Effective network connectivity: dynamic causal modelling

Time-series were extracted from each region of interest in each participant and included in individual DCMs (MNI coordinates provided in Inline Supplementary Table S2). Inspections of variance explained by the models and parameter estimability in three preHD patients led to their exclusion leaving 12 preHD patients and HC for further DCM analyses. Beforehand, we checked whether the exclusion biased any sample characteristics (Table 1), which was not the case.

Detailed descriptive statistics of all DCM parameters are provided in Inline Supplementary Table S3. The condition-independent and modulatory connections found to be significantly different from zero in Wilcoxon rank sum tests are depicted in Fig. 2 for both groups. Between group differences identified using Wilcoxon's signed rank test resulted from more negative connectivity in the HC group. Specifically, the condition-independent connection from pSMA to lSPC (p = 0.02) was stronger and more negative in HC compared to preHD and so were the effects of ‘complexity’ from cSMA to pSMA (p = 0.03) and from lPMd to pSMA (p = 0.03). The effect of ‘speed’ from rPMd to rSPC (p = 0.03) was more negative in HC as well, though not significantly different from zero in each group. Please note that these differences are mainly driven by the fact that these connections are significantly different from zero in HC, but not in preHD, where the mean group parameter estimate did not significantly differ from zero. These differences do not remain significant if Bonferroni corrections for multiple comparisons are applied (threshold p < 0.001 for condition-independent, p < 0.003 for ‘complexity’ modulatory connections and p < 0.004 for ‘speed’ modulatory connections define significance at p < 0.05 after correction).

Fig. 2

Condition-independent and modulatory DCM connection strengths in preHD (N = 12) and HC (N = 12) in a cortical network of motor functioning. Significant results from Wilcoxon rank sum tests are depicted. Arrow width represents the respective significance threshold. Numeric values of connection strengths can be derived from Supplementary Table S2.

Dimensionality reduction of DCM parameters

The PCA with varimax rotation and Kaiser's normalisation identified ten PCs with eigenvalues higher than 1, which cumulatively explained 98.56% of total variance.

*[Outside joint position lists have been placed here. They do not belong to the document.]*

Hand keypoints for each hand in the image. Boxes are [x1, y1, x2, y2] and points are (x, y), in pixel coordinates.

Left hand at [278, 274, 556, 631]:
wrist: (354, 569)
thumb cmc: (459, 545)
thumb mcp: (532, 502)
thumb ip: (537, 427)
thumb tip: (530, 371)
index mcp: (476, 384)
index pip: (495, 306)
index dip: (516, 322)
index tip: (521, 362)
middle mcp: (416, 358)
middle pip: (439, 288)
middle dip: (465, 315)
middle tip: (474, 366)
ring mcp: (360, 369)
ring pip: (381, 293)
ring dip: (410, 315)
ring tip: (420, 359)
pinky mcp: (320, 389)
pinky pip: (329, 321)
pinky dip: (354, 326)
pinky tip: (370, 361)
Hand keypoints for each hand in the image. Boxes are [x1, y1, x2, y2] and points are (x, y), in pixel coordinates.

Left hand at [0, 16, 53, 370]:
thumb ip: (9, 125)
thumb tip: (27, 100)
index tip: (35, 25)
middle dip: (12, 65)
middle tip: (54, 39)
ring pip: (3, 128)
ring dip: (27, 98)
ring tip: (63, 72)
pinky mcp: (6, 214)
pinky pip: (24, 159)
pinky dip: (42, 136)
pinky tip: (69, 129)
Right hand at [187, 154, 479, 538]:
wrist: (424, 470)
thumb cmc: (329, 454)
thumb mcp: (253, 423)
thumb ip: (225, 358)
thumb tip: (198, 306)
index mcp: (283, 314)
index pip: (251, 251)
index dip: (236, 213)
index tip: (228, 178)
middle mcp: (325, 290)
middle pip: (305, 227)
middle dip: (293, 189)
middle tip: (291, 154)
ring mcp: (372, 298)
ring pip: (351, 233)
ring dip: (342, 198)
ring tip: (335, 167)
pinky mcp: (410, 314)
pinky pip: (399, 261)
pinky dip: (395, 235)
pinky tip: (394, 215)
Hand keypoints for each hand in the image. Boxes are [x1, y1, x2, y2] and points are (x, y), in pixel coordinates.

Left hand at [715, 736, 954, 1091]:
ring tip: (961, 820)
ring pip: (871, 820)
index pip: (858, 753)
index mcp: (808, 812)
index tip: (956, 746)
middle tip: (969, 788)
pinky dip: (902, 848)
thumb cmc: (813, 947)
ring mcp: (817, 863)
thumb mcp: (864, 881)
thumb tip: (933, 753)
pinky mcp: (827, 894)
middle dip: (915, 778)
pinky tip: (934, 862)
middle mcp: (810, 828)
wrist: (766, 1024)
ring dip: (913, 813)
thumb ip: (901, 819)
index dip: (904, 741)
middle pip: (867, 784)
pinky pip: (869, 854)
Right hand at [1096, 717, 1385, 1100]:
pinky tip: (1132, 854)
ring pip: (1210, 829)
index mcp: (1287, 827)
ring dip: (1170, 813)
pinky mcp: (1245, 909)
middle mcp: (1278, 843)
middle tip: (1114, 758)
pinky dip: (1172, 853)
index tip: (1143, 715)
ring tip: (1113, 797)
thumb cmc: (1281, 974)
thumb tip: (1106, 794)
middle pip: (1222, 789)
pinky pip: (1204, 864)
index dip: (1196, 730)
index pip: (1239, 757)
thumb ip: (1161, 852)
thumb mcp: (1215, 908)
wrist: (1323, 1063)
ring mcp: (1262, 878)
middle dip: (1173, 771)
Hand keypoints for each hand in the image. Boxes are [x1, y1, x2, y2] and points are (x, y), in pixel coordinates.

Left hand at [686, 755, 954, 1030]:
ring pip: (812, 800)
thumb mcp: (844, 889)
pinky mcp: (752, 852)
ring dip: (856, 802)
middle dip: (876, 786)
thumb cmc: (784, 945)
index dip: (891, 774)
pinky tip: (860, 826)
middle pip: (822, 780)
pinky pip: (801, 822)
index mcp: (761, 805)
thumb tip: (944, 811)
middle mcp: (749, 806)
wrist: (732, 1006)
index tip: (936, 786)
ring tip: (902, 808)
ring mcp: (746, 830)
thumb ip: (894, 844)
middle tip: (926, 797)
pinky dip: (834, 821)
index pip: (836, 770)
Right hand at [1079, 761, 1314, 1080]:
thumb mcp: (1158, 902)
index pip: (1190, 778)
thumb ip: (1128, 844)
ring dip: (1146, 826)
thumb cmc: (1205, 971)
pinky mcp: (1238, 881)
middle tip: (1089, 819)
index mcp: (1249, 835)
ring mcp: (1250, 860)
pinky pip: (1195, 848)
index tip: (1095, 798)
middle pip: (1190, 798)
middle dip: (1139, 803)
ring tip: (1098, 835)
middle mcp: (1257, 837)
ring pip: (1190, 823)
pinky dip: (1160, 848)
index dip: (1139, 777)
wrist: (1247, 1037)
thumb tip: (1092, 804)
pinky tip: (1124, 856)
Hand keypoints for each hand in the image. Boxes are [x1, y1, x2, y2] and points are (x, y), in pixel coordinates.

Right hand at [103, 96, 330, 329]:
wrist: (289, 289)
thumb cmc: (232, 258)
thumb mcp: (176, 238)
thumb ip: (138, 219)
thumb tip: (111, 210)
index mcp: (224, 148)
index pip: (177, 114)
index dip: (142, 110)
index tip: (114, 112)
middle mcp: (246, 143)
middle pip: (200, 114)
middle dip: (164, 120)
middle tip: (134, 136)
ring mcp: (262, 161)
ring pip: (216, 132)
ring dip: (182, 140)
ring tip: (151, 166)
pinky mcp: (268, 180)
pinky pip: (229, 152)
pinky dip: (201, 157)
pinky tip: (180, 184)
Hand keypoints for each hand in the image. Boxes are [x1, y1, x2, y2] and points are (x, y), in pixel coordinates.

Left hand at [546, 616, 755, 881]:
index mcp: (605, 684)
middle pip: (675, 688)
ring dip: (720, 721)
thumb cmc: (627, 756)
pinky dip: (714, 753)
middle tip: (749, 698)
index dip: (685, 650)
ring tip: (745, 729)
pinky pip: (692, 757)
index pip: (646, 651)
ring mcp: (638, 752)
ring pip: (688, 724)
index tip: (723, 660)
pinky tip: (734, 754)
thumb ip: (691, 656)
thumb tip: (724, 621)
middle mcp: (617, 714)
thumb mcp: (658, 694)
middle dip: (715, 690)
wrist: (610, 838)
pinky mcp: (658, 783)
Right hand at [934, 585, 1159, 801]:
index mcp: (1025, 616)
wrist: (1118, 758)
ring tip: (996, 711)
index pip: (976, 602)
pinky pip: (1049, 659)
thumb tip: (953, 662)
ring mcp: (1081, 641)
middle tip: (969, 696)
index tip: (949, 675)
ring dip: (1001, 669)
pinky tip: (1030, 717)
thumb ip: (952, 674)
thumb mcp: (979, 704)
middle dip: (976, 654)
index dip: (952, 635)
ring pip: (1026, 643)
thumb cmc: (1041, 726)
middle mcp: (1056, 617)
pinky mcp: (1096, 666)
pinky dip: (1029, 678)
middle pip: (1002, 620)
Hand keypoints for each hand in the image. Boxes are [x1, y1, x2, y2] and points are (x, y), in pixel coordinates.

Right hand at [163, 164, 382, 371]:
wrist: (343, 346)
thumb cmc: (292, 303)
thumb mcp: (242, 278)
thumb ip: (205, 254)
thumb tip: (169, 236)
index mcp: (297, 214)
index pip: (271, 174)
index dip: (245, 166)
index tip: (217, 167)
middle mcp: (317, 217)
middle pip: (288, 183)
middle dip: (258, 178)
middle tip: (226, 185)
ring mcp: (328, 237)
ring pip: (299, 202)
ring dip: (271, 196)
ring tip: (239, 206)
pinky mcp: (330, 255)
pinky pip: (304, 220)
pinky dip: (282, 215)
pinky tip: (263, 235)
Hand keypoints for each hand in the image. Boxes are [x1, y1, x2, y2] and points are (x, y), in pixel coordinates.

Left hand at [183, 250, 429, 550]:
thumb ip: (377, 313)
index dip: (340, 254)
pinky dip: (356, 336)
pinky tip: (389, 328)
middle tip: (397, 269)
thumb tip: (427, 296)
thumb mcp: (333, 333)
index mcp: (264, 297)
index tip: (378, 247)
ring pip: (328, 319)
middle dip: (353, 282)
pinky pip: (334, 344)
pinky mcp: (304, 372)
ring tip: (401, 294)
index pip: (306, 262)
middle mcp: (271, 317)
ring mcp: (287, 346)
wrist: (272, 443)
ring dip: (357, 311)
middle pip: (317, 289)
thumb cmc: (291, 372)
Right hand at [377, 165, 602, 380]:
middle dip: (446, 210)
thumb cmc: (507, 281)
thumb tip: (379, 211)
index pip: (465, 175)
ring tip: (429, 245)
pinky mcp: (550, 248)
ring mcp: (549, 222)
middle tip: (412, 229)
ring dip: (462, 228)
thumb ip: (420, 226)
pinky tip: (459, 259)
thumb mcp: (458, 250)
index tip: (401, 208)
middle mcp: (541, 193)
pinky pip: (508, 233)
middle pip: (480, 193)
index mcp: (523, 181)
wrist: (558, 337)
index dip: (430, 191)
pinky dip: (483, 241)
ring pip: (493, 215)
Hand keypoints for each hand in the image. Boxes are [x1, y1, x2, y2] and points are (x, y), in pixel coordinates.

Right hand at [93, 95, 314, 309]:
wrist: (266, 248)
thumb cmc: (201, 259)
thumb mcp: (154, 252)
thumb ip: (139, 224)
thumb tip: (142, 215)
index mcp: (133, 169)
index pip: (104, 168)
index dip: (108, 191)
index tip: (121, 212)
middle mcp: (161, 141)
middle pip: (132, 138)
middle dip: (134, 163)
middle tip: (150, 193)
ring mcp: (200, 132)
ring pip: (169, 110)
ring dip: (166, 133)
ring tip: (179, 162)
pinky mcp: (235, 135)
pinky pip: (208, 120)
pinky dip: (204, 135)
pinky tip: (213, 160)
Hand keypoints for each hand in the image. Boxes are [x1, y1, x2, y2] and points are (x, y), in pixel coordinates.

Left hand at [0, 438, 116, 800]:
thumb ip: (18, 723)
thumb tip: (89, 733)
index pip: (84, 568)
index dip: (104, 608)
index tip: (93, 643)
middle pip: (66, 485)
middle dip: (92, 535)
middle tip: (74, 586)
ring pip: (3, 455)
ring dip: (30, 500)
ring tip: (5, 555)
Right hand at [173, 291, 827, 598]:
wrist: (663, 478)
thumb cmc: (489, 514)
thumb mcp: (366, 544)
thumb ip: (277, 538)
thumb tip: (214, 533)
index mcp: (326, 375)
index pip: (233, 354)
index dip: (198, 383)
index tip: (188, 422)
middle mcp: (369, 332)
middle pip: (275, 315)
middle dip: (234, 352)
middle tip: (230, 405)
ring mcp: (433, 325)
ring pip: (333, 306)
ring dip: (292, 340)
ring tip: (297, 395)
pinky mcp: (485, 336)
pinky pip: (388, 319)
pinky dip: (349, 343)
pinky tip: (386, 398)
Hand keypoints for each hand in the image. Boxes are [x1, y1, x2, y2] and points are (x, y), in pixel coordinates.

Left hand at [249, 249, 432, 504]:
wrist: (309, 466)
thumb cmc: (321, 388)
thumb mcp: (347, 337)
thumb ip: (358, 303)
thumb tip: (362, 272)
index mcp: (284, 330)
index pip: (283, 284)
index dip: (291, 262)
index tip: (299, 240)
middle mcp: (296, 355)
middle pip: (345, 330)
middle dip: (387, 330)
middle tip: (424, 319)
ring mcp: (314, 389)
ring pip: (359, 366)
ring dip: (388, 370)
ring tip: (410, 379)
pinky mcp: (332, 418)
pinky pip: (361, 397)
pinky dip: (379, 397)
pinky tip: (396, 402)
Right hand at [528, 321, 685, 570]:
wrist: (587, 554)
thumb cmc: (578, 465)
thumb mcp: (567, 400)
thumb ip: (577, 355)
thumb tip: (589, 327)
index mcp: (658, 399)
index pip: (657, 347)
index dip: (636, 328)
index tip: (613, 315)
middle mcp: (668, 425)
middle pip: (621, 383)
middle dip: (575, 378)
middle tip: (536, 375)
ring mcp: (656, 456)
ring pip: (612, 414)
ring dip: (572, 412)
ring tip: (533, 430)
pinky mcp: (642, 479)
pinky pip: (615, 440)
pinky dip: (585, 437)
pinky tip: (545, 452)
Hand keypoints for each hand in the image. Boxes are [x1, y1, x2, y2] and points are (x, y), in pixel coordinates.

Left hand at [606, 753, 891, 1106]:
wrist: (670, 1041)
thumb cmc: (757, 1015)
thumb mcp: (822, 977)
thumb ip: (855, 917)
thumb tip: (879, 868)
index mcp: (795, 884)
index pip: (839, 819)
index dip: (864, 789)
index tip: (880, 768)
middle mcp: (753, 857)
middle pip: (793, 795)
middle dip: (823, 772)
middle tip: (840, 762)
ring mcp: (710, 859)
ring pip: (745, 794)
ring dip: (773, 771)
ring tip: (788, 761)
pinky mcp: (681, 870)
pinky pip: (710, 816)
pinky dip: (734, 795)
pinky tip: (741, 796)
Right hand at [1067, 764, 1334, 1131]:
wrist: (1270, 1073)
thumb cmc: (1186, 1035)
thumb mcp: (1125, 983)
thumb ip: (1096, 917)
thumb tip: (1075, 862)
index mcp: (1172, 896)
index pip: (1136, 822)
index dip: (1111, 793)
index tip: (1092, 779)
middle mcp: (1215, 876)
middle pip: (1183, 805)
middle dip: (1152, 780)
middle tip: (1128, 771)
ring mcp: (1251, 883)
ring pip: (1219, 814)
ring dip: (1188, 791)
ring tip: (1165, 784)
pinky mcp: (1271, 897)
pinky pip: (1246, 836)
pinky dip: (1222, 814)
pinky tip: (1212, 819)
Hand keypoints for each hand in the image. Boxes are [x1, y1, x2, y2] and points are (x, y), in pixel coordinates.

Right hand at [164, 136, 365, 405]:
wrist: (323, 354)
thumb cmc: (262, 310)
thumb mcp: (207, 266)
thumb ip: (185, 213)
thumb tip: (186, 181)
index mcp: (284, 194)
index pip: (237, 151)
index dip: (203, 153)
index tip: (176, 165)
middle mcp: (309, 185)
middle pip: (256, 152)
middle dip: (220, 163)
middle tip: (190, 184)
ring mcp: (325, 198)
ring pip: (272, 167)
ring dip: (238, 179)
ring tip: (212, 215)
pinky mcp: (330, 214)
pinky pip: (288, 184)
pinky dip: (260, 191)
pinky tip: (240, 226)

An overview of factor loadings, the eigenvalues of the PCs, as well as percent variance explained after rotation can be found in Inline Supplementary Table S4. Note that we also included parameters which were not significantly different from zero in the PCA. We observed that parameter estimates varied substantially in preHD. Whist this led to non-significance across subjects, we reasoned that this variability may carry relevant information and thus decided to keep the respective parameters in the model.

Prediction of years to onset with DCM parameters and assessment of neuronal reserve

Multiple linear regression analyses identified relationships between the extracted PCs and predicted yto. A hierarchical multiple linear regression analysis with age as a covariate included PC 1 (Table 3), which explained an additional 27.7% of variance. The stepwise inclusion of further PCs in the model led to insignificant changes in R2 and hence no further PCs were added. The Durbin–Watson statistic (coefficient = 2.27), checks for homoscedasticity as well as non-multicolinearity, confirmed the validity of the model. A negative bivariate correlation with yto (r = − 0.73, p = 0.007) indicated a stronger expression of the component closer to expected disease onset.

Table 3

Hierarchical multiple linear regression model with age as a covariate and stepwise inclusion of connectivity-representing components from PCA to predict yto.

Model	Included variables	B	SE B	Beta	R2	Adjusted R2
1	Constant	37.58	7.37
Age	− .56	.18	− .70⁎	.49⁎	.32
2	Constant	31.75	5.52
Age	− .41	.13	− .52⁎
Component 1	− 4.18	1.27	− .56⁎⁎	.77⁎⁎	.61

Note: B = unstandardized regression coefficients; SE B = standard error of B; Beta = standardised regression coefficients.

R2 was adjusted according to Stein's formula.

p < 0.05.

p < 0.01.

PC 1 contained high loadings of twelve DCM parameters involving connections of bilateral SPC and PMd (Inline Supplementary Table S4). Post-hoc examination revealed bivariate correlations of the yto with five of these connection strengths (Fig. 3; Inline Supplementary Table S3). This number reduced to three after including age as a covariate (see Fig. 3, correlation coefficients without brackets). Of note, a positive correlation between yto and a parameter effectively indicate that the coupling decreases significantly with approaching disease onset, after correcting for age effects: Here, the condition-independent causal influence of rPMd on the lPMd decreases as does the ‘complexity’ modulatory connection from rSPC to rPMd. In contrast, a negative correlation between yto and a parameter indicates that the coupling increases significantly with approaching disease onset. In our model, (Fig. 3), complexity associated modulatory connectivity from lPMd to lSPC increases when a patient is closer to disease onset.

Fig. 3

Connection strengths correlating with yto in preHD. Correlation coefficients in brackets do not explain an additionally significant amount of variance after controlling for age. Note that positive values of r indicate decreased coupling and negative values of r indicate increased coupling with nearing disease onset The model is superimposed on a mean T1-weighted structural image of all participants with anatomical location of regions approximated, normalised to MNI space. * = p < 0.05; ** = p < 0.01.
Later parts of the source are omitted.